> RECORDS TO USE
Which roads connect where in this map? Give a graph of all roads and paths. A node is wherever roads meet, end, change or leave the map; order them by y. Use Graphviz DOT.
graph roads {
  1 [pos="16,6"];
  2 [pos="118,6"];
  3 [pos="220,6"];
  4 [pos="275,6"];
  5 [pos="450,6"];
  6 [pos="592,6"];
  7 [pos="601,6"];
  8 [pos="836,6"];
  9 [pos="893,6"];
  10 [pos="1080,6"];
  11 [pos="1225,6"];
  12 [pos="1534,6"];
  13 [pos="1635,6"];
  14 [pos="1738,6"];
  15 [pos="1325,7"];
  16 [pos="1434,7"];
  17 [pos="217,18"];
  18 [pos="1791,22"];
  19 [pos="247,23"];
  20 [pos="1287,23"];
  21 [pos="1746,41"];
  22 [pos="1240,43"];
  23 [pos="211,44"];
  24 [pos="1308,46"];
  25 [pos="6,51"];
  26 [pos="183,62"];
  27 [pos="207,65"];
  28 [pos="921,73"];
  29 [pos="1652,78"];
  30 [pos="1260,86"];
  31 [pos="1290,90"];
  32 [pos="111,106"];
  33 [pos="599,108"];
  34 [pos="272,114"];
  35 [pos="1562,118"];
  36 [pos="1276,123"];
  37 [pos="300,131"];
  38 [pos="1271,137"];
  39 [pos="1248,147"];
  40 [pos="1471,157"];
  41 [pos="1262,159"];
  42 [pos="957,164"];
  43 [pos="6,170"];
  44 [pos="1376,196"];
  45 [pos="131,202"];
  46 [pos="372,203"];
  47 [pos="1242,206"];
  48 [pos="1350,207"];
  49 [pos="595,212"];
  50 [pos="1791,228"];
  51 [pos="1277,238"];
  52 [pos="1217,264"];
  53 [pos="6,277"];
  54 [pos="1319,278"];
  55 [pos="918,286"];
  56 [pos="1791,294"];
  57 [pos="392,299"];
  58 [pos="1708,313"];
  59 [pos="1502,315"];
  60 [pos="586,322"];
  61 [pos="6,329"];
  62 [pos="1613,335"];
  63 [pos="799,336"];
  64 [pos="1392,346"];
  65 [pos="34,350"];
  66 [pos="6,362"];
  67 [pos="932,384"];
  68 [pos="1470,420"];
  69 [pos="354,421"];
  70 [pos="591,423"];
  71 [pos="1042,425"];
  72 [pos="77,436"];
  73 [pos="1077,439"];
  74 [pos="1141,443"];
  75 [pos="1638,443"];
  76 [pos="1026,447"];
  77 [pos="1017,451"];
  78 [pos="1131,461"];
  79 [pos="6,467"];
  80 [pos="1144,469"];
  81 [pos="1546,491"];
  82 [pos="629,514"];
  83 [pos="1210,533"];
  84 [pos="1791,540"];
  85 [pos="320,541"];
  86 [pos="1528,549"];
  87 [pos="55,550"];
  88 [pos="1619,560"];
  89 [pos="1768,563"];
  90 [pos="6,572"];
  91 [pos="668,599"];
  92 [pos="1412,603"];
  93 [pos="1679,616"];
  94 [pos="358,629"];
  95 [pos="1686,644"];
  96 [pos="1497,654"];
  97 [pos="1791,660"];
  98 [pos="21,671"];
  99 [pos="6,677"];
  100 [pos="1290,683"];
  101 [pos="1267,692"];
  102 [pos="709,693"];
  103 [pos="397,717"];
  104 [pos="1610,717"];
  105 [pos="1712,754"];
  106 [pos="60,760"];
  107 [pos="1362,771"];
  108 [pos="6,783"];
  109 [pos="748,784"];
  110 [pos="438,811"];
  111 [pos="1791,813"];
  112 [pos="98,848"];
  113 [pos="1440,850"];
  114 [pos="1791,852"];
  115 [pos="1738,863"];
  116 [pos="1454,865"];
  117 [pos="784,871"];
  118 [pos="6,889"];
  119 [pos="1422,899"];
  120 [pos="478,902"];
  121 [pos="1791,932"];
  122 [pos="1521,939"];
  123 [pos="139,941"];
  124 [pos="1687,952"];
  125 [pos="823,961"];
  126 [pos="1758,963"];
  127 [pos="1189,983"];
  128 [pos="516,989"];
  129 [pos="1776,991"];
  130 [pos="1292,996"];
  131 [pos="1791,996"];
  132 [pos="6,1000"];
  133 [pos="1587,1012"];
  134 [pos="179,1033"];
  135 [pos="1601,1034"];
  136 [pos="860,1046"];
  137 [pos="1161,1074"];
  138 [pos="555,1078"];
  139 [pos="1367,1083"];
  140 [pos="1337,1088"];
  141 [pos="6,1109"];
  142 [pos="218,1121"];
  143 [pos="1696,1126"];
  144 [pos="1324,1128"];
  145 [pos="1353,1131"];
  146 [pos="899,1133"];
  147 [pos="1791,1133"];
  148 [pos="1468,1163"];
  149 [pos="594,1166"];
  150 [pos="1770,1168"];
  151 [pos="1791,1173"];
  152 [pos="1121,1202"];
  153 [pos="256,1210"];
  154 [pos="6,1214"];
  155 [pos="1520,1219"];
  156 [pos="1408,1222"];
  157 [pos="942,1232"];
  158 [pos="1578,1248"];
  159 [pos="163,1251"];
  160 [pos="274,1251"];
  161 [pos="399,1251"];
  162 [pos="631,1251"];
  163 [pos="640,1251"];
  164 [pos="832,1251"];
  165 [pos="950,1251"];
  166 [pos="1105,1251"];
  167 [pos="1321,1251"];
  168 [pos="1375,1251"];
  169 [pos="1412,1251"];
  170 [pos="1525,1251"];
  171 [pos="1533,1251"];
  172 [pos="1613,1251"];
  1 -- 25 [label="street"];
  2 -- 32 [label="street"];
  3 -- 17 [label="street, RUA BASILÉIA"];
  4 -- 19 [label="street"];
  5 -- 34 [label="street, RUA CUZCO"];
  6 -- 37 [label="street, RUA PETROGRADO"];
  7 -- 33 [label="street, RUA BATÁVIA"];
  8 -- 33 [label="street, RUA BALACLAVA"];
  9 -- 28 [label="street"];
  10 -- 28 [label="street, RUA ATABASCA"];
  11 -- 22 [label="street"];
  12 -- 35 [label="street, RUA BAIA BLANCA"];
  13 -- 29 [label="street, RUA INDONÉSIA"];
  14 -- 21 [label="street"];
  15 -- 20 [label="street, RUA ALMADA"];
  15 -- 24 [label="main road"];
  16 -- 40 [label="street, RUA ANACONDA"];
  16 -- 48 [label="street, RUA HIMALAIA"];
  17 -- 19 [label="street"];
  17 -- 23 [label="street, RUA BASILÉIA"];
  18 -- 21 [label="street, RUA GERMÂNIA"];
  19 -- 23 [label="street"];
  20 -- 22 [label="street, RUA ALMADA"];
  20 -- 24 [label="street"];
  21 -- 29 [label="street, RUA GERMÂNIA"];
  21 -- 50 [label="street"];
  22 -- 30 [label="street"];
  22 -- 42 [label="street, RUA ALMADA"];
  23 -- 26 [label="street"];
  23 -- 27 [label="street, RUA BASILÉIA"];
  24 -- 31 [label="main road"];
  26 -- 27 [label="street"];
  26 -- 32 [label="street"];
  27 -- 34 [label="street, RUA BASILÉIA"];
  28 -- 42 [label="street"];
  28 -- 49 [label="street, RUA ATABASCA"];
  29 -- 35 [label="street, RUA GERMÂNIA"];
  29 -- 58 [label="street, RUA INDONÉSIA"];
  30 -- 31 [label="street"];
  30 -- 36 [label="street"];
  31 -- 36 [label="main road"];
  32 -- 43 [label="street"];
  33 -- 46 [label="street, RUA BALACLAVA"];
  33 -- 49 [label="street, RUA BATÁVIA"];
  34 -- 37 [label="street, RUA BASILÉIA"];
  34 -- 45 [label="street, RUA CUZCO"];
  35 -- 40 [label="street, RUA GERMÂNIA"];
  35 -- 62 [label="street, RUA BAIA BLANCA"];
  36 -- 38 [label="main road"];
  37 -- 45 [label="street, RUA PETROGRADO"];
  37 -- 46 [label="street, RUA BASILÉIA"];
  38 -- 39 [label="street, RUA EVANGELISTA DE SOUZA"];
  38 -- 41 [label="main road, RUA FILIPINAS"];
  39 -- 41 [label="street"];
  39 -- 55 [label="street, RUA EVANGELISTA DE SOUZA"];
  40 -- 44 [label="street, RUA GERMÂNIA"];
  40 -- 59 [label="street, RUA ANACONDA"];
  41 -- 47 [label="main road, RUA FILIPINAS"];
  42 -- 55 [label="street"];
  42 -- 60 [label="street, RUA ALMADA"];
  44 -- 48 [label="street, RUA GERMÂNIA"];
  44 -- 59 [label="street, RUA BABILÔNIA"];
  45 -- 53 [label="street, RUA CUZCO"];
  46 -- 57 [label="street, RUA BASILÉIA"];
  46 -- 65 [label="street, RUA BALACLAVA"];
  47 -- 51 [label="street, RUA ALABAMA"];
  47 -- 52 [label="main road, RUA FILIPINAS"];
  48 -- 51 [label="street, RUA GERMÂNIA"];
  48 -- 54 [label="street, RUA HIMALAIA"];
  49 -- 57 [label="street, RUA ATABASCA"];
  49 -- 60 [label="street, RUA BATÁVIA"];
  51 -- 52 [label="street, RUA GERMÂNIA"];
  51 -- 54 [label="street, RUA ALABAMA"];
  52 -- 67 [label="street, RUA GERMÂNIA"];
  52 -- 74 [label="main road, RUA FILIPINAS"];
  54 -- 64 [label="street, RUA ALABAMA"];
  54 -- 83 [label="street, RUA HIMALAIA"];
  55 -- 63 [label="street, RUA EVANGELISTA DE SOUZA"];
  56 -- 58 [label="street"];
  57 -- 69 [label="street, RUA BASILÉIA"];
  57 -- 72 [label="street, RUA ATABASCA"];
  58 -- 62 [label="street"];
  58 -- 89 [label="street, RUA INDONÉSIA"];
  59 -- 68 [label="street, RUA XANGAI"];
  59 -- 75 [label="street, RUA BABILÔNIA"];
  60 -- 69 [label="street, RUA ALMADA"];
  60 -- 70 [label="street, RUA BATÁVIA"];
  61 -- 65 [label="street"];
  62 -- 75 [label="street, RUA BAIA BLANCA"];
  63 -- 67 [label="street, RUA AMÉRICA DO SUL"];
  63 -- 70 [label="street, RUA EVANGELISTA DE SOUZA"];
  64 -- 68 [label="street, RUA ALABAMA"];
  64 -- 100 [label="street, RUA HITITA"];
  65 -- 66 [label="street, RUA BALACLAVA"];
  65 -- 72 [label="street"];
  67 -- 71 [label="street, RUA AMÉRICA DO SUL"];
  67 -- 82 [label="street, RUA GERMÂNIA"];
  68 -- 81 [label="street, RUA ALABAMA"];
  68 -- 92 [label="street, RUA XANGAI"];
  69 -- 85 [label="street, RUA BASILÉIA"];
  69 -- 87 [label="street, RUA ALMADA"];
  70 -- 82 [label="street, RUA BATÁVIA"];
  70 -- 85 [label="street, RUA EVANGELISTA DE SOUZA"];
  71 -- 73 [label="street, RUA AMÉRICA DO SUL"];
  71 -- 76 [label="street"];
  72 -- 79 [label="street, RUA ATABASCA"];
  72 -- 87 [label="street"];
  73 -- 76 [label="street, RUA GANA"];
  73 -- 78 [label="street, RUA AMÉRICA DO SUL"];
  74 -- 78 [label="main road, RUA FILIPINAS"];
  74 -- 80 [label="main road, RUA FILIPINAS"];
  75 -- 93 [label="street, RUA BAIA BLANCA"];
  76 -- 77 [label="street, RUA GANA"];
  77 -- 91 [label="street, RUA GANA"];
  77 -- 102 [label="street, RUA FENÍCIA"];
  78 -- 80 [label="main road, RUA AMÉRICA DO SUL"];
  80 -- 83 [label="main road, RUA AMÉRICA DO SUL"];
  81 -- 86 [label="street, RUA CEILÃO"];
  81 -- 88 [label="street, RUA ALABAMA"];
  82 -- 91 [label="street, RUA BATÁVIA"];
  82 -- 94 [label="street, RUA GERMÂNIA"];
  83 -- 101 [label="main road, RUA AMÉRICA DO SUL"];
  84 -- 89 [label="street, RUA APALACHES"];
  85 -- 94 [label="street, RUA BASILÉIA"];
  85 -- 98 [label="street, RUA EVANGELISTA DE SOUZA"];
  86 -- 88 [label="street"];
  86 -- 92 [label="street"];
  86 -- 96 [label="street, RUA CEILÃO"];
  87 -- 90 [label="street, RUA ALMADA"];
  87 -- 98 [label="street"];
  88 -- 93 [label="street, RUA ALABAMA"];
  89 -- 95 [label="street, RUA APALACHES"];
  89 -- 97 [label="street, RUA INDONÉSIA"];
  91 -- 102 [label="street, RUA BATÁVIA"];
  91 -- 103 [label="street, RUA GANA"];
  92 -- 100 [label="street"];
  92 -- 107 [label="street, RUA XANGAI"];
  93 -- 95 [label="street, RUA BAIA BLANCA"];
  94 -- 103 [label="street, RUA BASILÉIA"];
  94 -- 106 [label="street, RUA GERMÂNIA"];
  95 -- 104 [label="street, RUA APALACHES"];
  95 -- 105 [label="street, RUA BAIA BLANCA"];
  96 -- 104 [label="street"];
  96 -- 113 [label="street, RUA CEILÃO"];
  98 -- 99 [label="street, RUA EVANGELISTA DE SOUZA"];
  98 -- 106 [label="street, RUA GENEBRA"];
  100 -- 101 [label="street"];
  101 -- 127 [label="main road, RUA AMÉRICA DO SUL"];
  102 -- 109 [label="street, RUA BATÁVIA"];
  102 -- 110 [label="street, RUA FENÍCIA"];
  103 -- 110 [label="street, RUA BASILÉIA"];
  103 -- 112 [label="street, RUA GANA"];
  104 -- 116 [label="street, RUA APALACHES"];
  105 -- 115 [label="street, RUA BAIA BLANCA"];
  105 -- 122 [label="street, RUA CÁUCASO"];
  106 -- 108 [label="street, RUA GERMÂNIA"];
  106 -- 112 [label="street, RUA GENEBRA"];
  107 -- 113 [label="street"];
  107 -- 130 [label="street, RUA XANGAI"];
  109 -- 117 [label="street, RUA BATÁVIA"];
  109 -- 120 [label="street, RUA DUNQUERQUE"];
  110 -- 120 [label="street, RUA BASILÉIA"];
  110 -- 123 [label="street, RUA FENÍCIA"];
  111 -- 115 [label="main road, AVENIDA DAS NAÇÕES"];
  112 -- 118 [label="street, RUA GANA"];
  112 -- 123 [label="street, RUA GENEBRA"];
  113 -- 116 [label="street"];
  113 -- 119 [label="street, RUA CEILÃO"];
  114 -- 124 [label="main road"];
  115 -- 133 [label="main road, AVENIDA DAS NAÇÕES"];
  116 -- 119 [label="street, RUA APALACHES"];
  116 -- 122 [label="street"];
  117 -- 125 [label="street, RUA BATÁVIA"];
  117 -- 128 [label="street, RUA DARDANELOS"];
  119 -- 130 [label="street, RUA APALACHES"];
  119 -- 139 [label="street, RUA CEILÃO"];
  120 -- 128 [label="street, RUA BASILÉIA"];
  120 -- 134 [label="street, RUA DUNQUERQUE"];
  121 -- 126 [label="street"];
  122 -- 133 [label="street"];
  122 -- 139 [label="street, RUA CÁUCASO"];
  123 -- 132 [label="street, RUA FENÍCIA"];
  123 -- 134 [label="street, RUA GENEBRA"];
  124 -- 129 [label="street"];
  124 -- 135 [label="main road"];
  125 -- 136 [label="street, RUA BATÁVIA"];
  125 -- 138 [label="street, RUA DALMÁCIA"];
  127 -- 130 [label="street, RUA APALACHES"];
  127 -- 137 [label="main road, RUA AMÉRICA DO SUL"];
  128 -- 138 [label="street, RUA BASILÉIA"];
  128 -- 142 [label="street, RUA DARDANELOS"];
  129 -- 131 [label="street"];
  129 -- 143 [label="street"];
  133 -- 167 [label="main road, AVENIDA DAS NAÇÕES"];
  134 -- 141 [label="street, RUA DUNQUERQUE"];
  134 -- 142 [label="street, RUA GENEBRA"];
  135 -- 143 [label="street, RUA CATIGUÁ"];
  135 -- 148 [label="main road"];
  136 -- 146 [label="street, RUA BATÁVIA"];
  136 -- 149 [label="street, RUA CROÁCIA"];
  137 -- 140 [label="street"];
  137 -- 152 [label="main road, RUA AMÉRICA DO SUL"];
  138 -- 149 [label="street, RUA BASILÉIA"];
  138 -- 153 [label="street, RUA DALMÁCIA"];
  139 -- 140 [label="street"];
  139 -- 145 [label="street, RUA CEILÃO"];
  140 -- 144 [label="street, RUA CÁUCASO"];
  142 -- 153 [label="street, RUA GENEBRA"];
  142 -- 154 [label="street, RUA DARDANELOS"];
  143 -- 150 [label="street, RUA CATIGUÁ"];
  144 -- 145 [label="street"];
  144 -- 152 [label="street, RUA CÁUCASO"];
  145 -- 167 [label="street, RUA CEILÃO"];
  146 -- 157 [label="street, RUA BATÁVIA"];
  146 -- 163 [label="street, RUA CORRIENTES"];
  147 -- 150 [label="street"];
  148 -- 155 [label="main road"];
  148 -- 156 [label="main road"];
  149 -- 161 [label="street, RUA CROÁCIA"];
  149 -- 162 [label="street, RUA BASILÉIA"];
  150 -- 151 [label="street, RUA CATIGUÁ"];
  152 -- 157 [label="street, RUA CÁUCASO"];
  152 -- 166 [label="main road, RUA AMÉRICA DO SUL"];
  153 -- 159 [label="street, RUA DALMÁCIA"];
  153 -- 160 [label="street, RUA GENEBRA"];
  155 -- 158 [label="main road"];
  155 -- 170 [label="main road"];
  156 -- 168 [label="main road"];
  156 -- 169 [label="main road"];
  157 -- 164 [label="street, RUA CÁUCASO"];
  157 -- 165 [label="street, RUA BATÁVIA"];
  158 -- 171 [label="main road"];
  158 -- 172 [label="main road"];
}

> TASK INSTRUCTIONS
Return, from the data, each line that has the word "graph" in it.

> SOLUTION BELOW
Which roads connect where in this map? Give a graph of all roads and paths. A node is wherever roads meet, end, change or leave the map; order them by y. Use Graphviz DOT.
graph roads {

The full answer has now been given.